The business units also took on technical debt. They borrowed money against future profits and future system capability to get a system in quick rather than paying for a better system upfront. They did this by failing to engage effectively with governance and oversight bodies such as information security, operational risk, legal and compliance. Sure, it may have taken longer, and sure it may have meant the costs would be higher in the short term. Overall, though, the total cost of ownership would have been lower and the actual return on investment would be materially higher!

The Good Technical Debt, The Bad…and the Grey…

“But most projects have ‘fudges’ to get them into production…right?”

When implementing new systems it is accepted that an organisation is highly unlikely to get everything they want in a system within a limited budget so (unless you have limitless funds) there is always going to be a modicum of technical debt. Holding an amount of technical debt is not necessarily a bad thing. Like normal debt, there can be good technical debt and bad technical debt. As Martin Lewis of moneysavingexpert.com explains, just like normal debt, there is also ‘grey’ technical debt. If you want the full video, click here, but to paraphrase Mr Lewis; good debt is planned, it’s budgeted for, it’s affordable and most importantly, it’s thought through. Conversely, bad debt is not planned, it’s taken on impulse, it’s not budgeted for, and it’s not affordable. Grey debt is where there are competing commitments in terms of benefit and risk and so a decision to take on such a debt essentially depends on risk appetite.

An example of grey technical debt in the case study could have been the costs associated with vendor engineer access to the system. The CIO had a choice to create a more controlled workaround for engineers wanting to connect to the environment from anywhere (good debt) or just allow access as and when accepting that this exposed the organisation unnecessarily to an external attack on the CRM. Instead of full access, a CIS hardened bastion host could be created which would allow engineers the ability to connect into the AWS environment securely. This could then be combined with break glass AD accounts for support which are disabled by default. The good technical debt comes in the form of increased the running costs (slightly) and involves additional administration steps but the technical debt burden is significantly lower than the original scenario. As you can see it’s thought through, it’s affordable and it’s planned.

What the CIO did in the case study was outright bad debt. The CIO made decisions which were clearly not thought through or budgeted for. The CIO didn’t consciously comprehend the debt they were taking on, making decisions based on their unconscious attitude to risk instead of using the organisation’s risk appetite. This CIO actively chose a path to actively circumvent the organisation’s governance and oversight controls. One could also argue that the organisation’s risk management framework was broken because it gave the CIO the flexibility to unilaterally take on this debt without any appropriate governance or oversight.

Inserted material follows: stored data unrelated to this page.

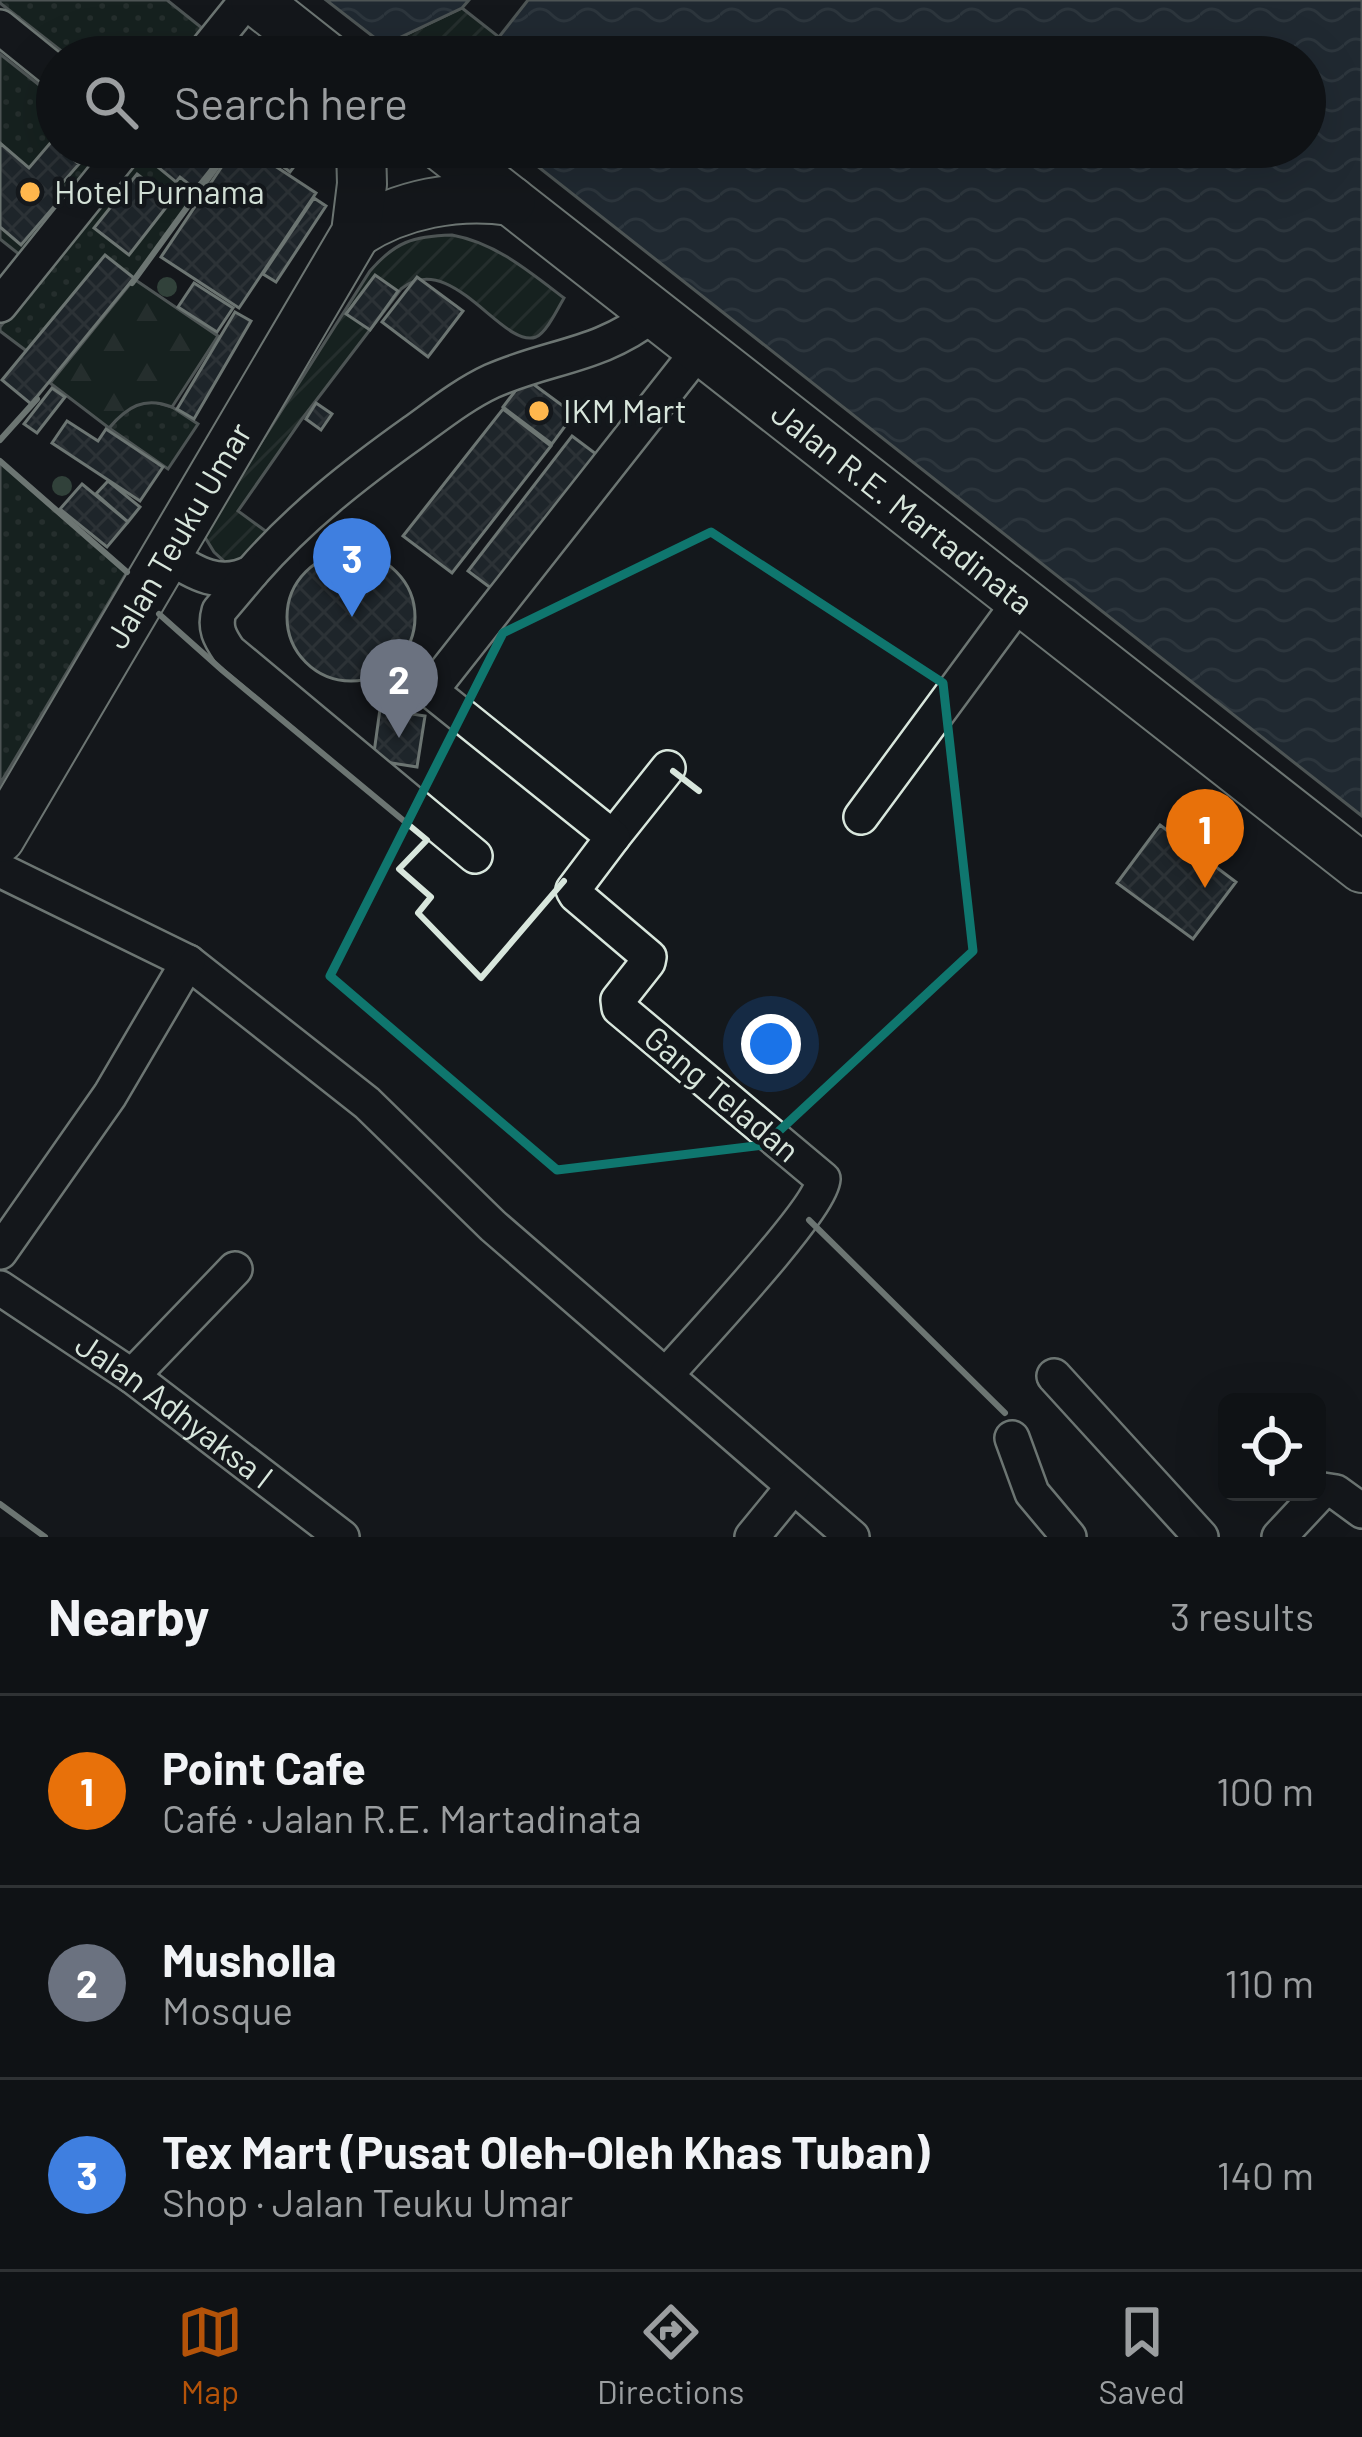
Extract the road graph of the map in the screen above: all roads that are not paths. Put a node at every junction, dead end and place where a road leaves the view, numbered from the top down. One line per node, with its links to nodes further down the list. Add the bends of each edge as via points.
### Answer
1 (251, 0): 3 (street); 4 (highway)
2 (0, 27): 5 (street)
3 (219, 36)
4 (299, 36)
5 (36, 56)
6 (108, 168): 11 (street)
7 (362, 168): 10 (highway, Jalan Teuku Umar)
8 (469, 168): 9 (highway, Jalan R.E. Martadinata)
9 (511, 201): 10 (highway, via 432,203); 12 (highway, Jalan R.E. Martadinata)
10 (356, 233): 14 (highway, Jalan Teuku Umar)
11 (7, 282)
12 (654, 314): 13 (highway, Jalan R.E. Martadinata); 15 (street, via 614,340 495,380 445,410 333,492)
13 (700, 349): 16 (highway, Jalan R.E. Martadinata); 19 (street, via 433,688)
14 (168, 556): 15 (street, via 210,579); 20 (highway, Jalan Teuku Umar)
15 (252, 572): 21 (street, via 219,611 217,630 229,651)
16 (1021, 600): 18 (street); 22 (highway, Jalan R.E. Martadinata)
17 (668, 768): 19 (street)
18 (861, 817)
19 (613, 837): 28 (street, Gang Teladan, via 573,891 649,957 619,1008 824,1181)
20 (0, 838)
21 (475, 856)
22 (1362, 868)
23 (0, 870): 24 (street)
24 (188, 962): 25 (street, via 110,1095); 28 (street, via 367,1103 493,1226)
25 (0, 1252)
26 (235, 1269): 29 (street)
27 (0, 1288): 29 (street, Jalan Adhyaksa I)
28 (667, 1374): 32 (street)
29 (132, 1376): 35 (street, Jalan Adhyaksa I)
30 (1054, 1376): 39 (street)
31 (1012, 1438): 38 (street, via 1032,1493)
32 (793, 1486): 36 (street); 37 (street)
33 (1362, 1511): 34 (street, via 1323,1490)
34 (1282, 1533)
35 (341, 1537)
36 (752, 1537)
37 (851, 1537)
38 (1069, 1537)
39 (1202, 1537)

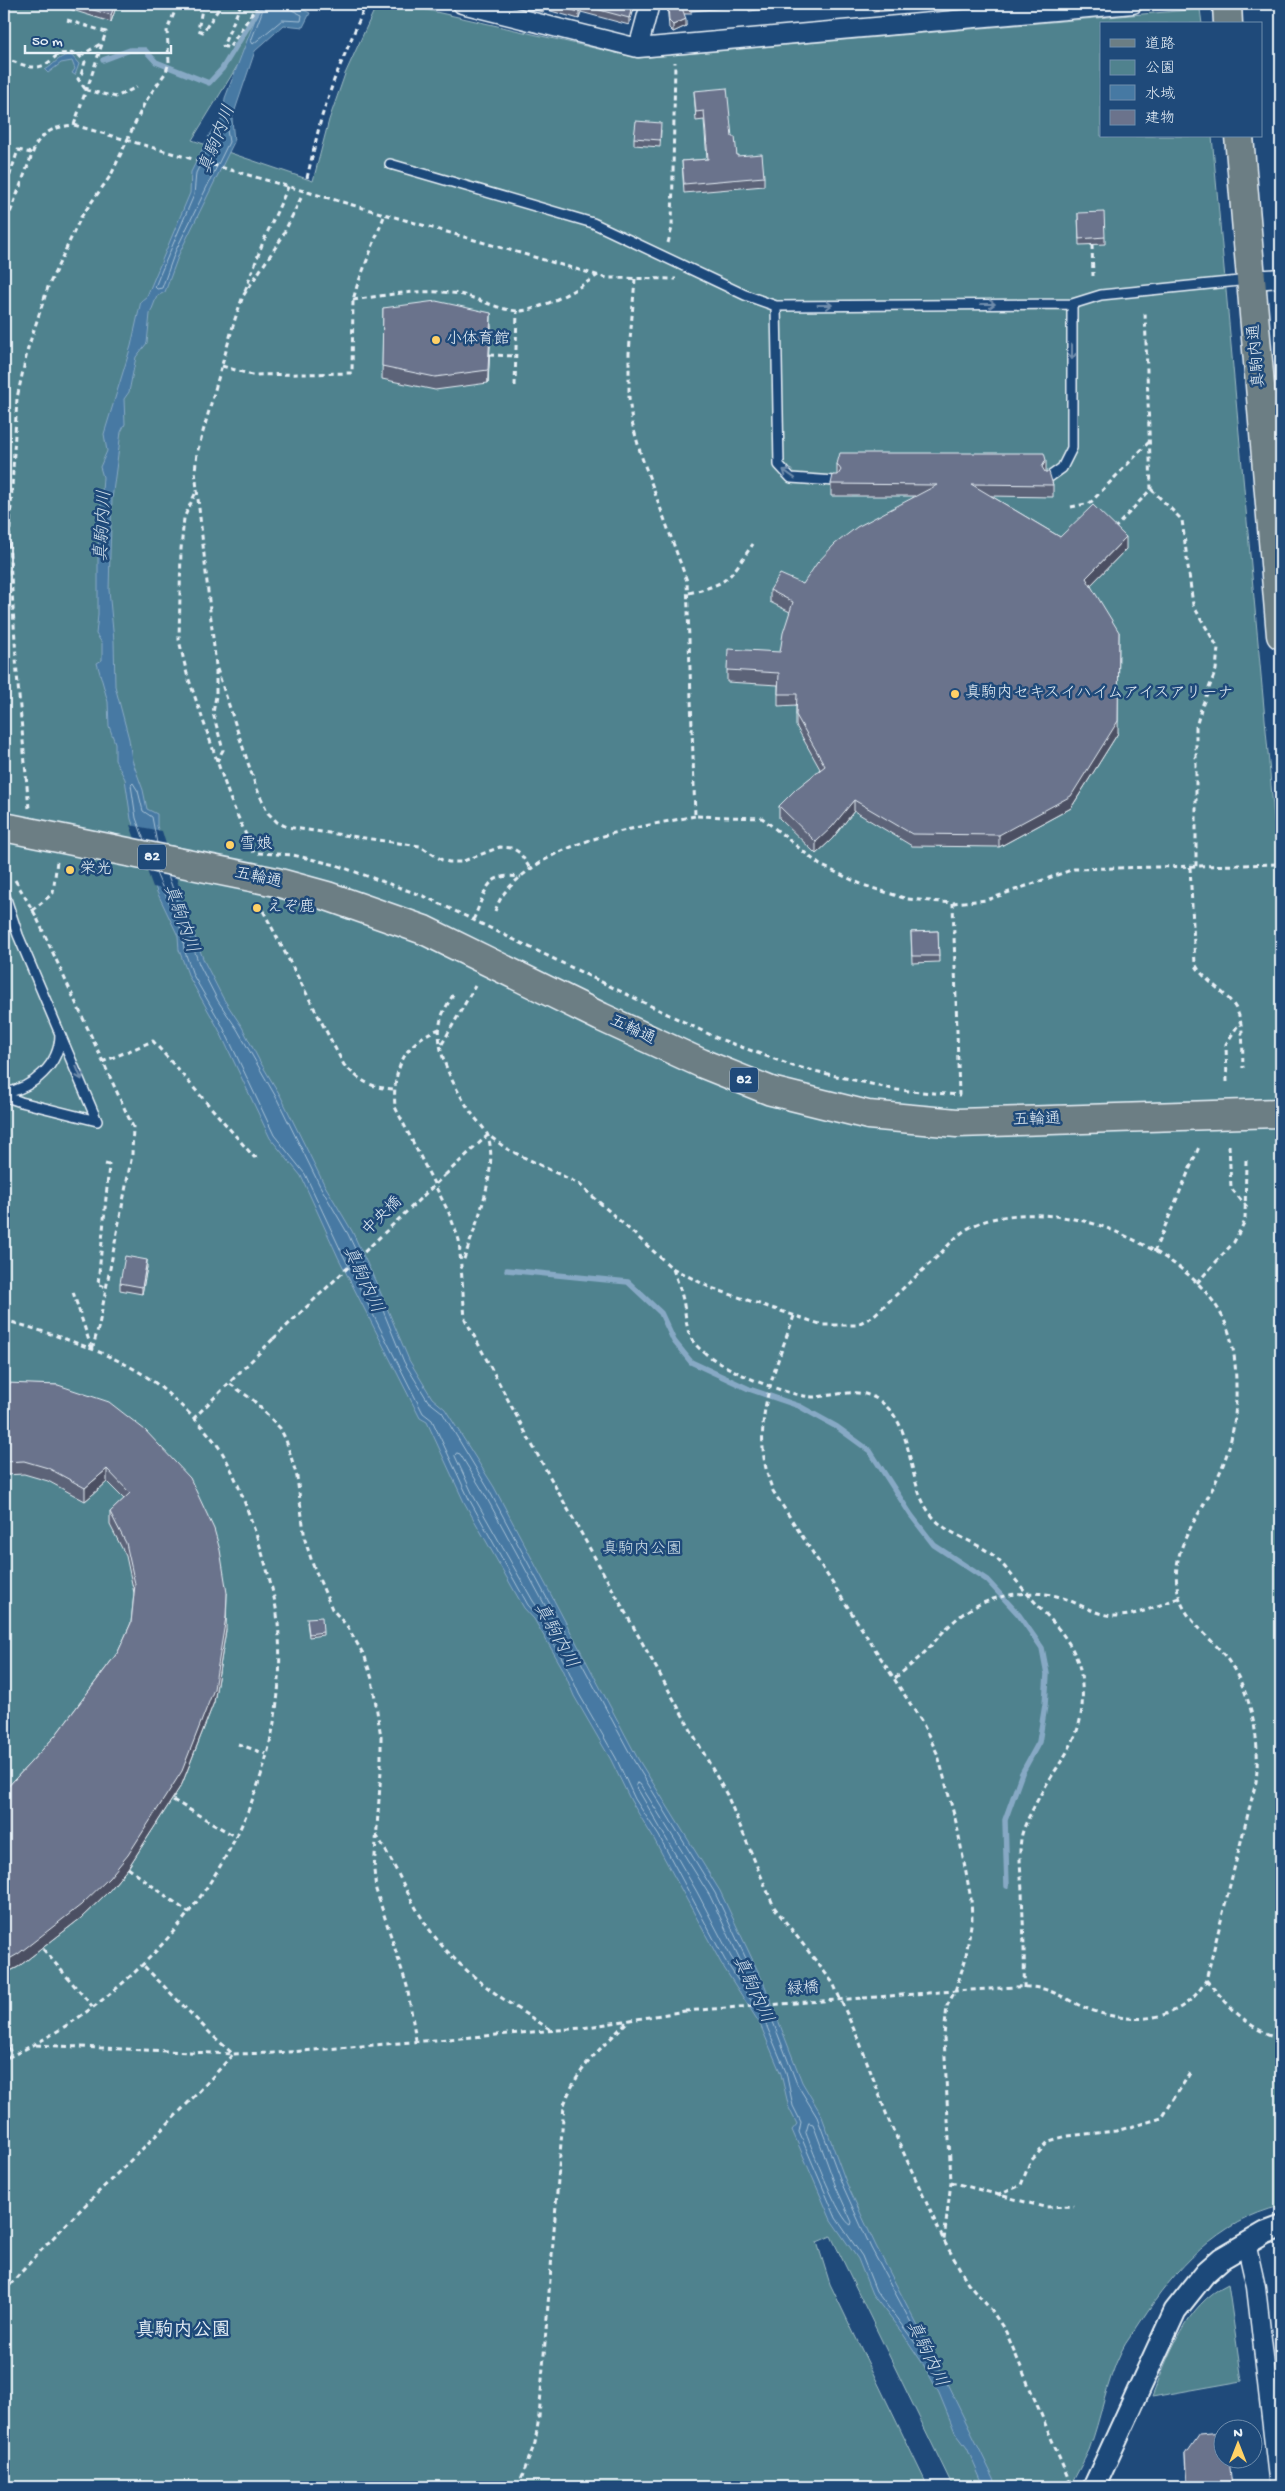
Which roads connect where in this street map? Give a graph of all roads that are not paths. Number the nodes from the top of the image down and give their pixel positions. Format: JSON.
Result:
{"nodes":[{"id":1,"x":462,"y":4,"type":"edge"},
{"id":2,"x":650,"y":4,"type":"edge"},
{"id":3,"x":1133,"y":4,"type":"edge"},
{"id":4,"x":1227,"y":4,"type":"edge"},
{"id":5,"x":1093,"y":5,"type":"edge"},
{"id":6,"x":1228,"y":22,"type":"edge"},
{"id":7,"x":638,"y":48,"type":"junction"},
{"id":8,"x":1239,"y":138,"type":"edge"},
{"id":9,"x":390,"y":164,"type":"dead end"},
{"id":10,"x":1281,"y":278,"type":"edge"},
{"id":11,"x":1252,"y":280,"type":"junction"},
{"id":12,"x":1072,"y":304,"type":"junction"},
{"id":13,"x":776,"y":306,"type":"junction"},
{"id":14,"x":1048,"y":478,"type":"edge"},
{"id":15,"x":835,"y":481,"type":"edge"},
{"id":16,"x":1281,"y":635,"type":"edge"},
{"id":17,"x":4,"y":827,"type":"edge"},
{"id":18,"x":4,"y":893,"type":"edge"},
{"id":19,"x":60,"y":1028,"type":"junction"},
{"id":20,"x":4,"y":1094,"type":"edge"},
{"id":21,"x":1281,"y":1113,"type":"edge"},
{"id":22,"x":1281,"y":2227,"type":"edge"},
{"id":23,"x":1246,"y":2242,"type":"junction"},
{"id":24,"x":1094,"y":2487,"type":"edge"},
{"id":25,"x":1279,"y":2487,"type":"edge"}],
"edges":[{"from":1,"to":7,"type":"street"},
{"from":2,"to":7,"type":"street"},
{"from":3,"to":5,"type":"street"},
{"from":4,"to":6,"type":"main road"},
{"from":5,"to":7,"type":"street"},
{"from":8,"to":11,"type":"main road","name":"真駒内通"},
{"from":9,"to":13,"type":"lane"},
{"from":10,"to":11,"type":"street"},
{"from":11,"to":12,"type":"lane"},
{"from":11,"to":16,"type":"main road","name":"真駒内通"},
{"from":13,"to":12,"type":"lane","one_way":true},
{"from":12,"to":14,"type":"lane","one_way":true},
{"from":15,"to":13,"type":"lane","one_way":true},
{"from":17,"to":21,"type":"main road","name":"五輪通","number":"82"},
{"from":18,"to":19,"type":"lane"},
{"from":19,"to":20,"type":"lane"},
{"from":19,"to":20,"type":"lane","one_way":true},
{"from":22,"to":23,"type":"street"},
{"from":23,"to":24,"type":"street"},
{"from":23,"to":25,"type":"street"}]}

What can an organisation do to understand their technical debt?

The first step is to ensure the Board and senior management teams understand what technical debt is and how much Project Sponsors are borrowing from their organisation in terms of technical debt on top of the officially approved budget. Organisations must formally incorporate a mechanism to estimate technical debt in financial terms and this debt must be signed off as being within the organisation’s risk appetite. There are many ways to do this and, of course, we at Fox Red Risk can help calculate how much technical debt a project is holding at any stage from inception through to the product or service end of life.

Once an organisation understands technical debt the next step (and I would encourage this to be implemented as soon as practicable) is to ensure project governance and oversight is triggered by more than just arbitrary financial levels (e.g. If Project spend is more than £50k Information Security must be involved). IT projects can now be delivered using commoditised services which means your existing financial triggers may never be breached. This could allow hundreds of projects to be delivered without any governance and oversight at all. Consider triggers as straightforward as “Does this project involve personal data?” or “Will any data be processed in an environment outside the corporate network?” or “Will any data be processed by non-employees?” or “Will any third party be provided access to the Corporate network, either temporarily or permanently?”. If the answer to any of these questions is yes, governance bodies must be involved. If the answer to the questions is no, governance bodies must still be informed.

Ultimately, there should never be a technology or data related project where information security has not been informed prior to inception. If more organisations understood the true amount of technical debt they held and enforced good governance, a significantly greater number of projects would be successful and a lot fewer fines would be issued.

About The Author

About Fox Red Risk

Fox Red Risk is a boutique data protection and cybersecurity consultancy and Managed Security Service Provider which, amongst other things, helps client organisations with implementing control frameworks for resilience, data protection and information security risk management. Call us on 020 8242 6047 or contact us via the website to discuss your needs.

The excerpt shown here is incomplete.